Monday, December 29, 2014

PERU - Shielding of the World's Largest Ancient City

"Peru shields an ancient city of sand from strong storms" PBS NewsHour 12/23/2014

Excerpt

SUMMARY:  In northern Peru, workers are fortifying the ancient site of Chan Chan, once the largest city in the Americas and the largest adobe city on the world.  Earlier this year climatologists predicted strong El Nino weather effects in 2015, threatening rain in a desert climate that rarely gets any.  Jeffrey Brown reports on the efforts to preserve and protect Peru’s heritage from the elements.

JEFFREY BROWN (NewsHour):  It looks like a giant sand castle, its walls and towers slowly being reclaimed by the earth.

This is the ancient city of Chan Chan.  Nine square miles-wide, it was once the largest in the Americas and the largest adobe city in the world.  It served as the center of political, legislative and religious life for the Chimu people, who ruled this region from the ninth century until the late 1400s, when they were conquered by the Incas.

Here, you get a hint of the splendor before and after restoration of palace ceremonial halls, all of it in one of the driest regions on the planet.

LUIS JAIME CASTILLO, Deputy Minister of Culture, Peru:  This is much more of a desert than Saudi Arabia.  There’s no rain for 15 years, and then one day, boom.

JEFFREY BROWN:  Booming, rushing, flooding.  These images from February 1998 show the impact of the weather phenomenon known as El Nino at its worst, drenching the region, destroying homes, bridges and endangering the lives of those who live nearby, as well as the thousands of archaeological sites that dot the land here, slicing through centuries-old adobe walls and smearing away paintings more than 1,000 years old.

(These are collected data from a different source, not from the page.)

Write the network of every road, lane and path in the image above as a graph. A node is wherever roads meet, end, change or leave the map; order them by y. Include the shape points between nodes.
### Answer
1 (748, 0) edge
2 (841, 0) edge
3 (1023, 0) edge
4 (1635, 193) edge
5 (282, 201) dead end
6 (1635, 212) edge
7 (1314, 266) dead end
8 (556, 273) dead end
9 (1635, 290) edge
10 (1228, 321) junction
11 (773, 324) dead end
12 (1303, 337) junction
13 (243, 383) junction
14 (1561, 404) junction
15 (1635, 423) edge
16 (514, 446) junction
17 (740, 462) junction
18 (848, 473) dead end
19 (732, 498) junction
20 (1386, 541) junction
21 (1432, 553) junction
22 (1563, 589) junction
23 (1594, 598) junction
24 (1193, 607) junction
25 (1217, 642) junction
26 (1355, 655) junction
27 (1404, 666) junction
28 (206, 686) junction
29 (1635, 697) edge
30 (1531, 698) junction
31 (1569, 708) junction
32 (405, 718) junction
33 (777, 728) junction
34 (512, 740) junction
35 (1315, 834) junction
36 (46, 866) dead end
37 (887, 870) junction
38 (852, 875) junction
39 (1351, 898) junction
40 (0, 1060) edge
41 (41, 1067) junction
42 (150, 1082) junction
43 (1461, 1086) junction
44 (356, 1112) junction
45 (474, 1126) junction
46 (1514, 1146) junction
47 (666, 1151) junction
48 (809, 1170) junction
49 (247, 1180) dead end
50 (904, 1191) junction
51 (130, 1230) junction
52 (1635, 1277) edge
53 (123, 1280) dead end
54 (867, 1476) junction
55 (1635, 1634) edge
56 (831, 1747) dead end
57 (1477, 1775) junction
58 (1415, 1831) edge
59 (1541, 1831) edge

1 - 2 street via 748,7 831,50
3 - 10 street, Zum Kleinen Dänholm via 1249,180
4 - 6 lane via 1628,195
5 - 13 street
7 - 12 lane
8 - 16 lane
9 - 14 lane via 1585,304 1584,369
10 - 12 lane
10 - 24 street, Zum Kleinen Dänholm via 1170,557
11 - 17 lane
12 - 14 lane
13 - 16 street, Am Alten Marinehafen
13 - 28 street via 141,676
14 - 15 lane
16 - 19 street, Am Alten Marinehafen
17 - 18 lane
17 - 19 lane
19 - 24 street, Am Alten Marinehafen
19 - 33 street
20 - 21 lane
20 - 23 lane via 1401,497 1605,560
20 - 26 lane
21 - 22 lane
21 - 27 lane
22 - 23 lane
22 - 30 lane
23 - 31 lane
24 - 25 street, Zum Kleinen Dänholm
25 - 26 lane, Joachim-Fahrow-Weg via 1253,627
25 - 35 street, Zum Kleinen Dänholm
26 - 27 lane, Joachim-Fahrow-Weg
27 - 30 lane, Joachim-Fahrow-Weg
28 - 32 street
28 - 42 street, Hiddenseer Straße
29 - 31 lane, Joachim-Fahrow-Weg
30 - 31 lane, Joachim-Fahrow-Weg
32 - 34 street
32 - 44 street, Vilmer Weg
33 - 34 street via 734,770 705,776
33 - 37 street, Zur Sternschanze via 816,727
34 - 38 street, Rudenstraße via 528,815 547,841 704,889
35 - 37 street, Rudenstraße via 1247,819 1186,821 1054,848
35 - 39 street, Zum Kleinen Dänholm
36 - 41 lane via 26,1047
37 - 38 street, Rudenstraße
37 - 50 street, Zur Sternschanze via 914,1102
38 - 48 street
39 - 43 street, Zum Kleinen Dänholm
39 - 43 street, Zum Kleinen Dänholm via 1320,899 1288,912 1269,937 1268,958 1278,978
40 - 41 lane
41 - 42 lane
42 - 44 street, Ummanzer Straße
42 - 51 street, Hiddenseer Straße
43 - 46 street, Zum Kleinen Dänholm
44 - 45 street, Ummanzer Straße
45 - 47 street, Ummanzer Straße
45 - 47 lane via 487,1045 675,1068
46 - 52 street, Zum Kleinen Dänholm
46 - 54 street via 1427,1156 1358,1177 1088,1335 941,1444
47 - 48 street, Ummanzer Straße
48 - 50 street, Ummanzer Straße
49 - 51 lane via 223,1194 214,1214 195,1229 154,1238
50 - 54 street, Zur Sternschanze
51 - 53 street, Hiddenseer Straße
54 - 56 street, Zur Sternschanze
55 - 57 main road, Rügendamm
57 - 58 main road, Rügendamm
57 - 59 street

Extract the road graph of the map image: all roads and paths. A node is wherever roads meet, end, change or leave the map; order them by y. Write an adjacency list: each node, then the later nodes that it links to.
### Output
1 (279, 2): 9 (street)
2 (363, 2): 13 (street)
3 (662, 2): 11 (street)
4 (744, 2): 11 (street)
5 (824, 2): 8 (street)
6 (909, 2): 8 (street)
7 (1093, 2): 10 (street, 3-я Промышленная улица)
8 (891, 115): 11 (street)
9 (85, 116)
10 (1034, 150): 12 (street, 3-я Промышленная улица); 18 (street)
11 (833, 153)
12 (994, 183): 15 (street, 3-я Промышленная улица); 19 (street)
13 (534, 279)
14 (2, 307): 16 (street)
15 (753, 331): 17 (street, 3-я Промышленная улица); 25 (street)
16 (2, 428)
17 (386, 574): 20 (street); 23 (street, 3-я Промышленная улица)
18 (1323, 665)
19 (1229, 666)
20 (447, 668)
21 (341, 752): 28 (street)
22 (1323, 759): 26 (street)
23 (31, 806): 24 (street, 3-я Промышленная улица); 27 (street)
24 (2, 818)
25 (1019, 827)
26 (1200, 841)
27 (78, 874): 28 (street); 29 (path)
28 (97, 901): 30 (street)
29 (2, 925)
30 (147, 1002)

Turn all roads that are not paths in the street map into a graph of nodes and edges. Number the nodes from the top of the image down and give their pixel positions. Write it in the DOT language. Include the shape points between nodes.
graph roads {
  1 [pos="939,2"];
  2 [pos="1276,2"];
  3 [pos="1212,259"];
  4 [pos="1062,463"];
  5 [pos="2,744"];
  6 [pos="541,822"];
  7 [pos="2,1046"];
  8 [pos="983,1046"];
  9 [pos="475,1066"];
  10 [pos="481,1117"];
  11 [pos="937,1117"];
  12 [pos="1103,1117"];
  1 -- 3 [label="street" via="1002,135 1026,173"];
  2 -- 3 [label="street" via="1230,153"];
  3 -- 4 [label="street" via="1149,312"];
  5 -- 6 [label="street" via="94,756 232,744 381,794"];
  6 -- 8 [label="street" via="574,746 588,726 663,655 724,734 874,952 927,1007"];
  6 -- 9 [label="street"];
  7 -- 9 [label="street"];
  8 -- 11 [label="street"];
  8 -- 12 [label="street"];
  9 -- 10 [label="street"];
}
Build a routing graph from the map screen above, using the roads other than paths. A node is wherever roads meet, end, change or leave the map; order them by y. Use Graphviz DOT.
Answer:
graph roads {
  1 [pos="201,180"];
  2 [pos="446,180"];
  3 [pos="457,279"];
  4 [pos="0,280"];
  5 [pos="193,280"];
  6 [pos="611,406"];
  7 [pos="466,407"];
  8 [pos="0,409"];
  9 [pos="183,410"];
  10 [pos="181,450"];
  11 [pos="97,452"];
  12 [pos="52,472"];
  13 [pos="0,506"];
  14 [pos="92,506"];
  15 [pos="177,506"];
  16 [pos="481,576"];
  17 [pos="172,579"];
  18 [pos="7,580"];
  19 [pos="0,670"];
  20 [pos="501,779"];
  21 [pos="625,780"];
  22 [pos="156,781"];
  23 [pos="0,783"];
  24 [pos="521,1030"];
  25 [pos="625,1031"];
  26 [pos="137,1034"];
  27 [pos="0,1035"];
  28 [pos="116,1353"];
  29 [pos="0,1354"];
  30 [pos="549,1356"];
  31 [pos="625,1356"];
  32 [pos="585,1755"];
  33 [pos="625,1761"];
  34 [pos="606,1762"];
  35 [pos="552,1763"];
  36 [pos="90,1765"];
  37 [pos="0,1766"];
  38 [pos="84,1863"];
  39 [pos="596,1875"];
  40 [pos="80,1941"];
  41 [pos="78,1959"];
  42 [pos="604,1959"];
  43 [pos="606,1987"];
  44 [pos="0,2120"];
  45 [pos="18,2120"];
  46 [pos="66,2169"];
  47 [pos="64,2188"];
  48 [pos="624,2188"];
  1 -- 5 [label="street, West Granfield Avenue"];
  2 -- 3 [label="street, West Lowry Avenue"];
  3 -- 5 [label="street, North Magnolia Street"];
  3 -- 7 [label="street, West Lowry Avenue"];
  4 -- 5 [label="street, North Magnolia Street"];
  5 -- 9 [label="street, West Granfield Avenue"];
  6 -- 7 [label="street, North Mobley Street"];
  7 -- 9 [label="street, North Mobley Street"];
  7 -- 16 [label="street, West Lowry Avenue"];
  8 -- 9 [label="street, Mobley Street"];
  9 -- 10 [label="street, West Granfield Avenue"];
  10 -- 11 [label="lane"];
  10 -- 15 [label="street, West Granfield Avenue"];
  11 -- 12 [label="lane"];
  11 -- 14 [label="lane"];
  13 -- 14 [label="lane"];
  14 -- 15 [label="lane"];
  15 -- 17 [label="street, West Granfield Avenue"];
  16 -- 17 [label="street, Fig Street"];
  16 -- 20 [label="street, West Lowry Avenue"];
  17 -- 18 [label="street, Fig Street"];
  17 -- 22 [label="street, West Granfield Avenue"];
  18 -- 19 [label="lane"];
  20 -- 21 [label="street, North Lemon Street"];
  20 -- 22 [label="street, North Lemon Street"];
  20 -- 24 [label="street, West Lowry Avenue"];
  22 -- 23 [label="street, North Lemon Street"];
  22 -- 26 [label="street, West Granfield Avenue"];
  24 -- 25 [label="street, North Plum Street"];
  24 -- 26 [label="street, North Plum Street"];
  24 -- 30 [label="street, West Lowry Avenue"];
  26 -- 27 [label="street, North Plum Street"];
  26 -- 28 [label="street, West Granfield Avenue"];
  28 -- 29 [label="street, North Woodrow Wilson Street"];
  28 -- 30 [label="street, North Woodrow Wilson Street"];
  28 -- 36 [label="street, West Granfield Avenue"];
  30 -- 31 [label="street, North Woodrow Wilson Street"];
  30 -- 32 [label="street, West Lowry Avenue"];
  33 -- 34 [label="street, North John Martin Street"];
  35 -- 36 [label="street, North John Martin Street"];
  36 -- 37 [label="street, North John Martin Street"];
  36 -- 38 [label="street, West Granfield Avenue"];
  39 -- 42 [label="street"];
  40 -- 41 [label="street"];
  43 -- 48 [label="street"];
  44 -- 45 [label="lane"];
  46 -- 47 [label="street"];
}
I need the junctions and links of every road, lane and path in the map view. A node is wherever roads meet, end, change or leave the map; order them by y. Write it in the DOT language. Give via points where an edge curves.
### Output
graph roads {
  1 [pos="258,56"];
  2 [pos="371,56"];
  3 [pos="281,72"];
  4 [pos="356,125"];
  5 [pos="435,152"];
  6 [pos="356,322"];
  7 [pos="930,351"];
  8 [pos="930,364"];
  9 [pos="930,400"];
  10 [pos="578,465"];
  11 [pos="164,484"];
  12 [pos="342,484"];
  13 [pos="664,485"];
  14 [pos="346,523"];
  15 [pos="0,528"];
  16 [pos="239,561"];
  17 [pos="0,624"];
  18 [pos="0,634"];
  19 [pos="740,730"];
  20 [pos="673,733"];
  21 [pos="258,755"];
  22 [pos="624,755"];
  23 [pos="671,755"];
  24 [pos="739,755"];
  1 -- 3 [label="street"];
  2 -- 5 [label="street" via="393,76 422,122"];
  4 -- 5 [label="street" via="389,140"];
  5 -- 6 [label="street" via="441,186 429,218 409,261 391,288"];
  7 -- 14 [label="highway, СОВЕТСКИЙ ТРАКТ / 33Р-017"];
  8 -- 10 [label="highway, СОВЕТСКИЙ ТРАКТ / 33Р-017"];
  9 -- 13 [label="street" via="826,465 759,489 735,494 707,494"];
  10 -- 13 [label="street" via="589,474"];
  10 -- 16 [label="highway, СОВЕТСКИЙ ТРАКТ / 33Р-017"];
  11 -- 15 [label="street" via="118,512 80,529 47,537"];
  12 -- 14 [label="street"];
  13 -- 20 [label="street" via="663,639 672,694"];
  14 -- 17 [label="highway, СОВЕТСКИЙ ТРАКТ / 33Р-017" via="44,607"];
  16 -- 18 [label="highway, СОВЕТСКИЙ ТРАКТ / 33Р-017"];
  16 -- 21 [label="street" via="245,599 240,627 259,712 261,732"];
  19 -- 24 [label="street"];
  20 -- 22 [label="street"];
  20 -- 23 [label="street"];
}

Peru’s deputy cultural minister, Luis Jaime Castillo, was a young archaeologist when one of the most devastating El Ninos hit his country.

LUIS JAIME CASTILLO:  In ’83, when I was like in my early 20s, the El Nino happened and took everybody by surprise.  I mean, we were not prepared.  In the past, the Chimu would do lots of human sacrifices to prevent the rain from falling.  We cannot do that anymore.

JEFFREY BROWN:  No, that’s not allowed, even at the Culture Ministry.

LUIS JAIME CASTILLO:  No.  No.  Well, but we can invest some money, which we can put, unleash the archaeologists to do their work.

JEFFREY BROWN:  It can look as simple and as daunting as this, a local worker with a syringe squirting water into a crack to reinforce an adobe wall.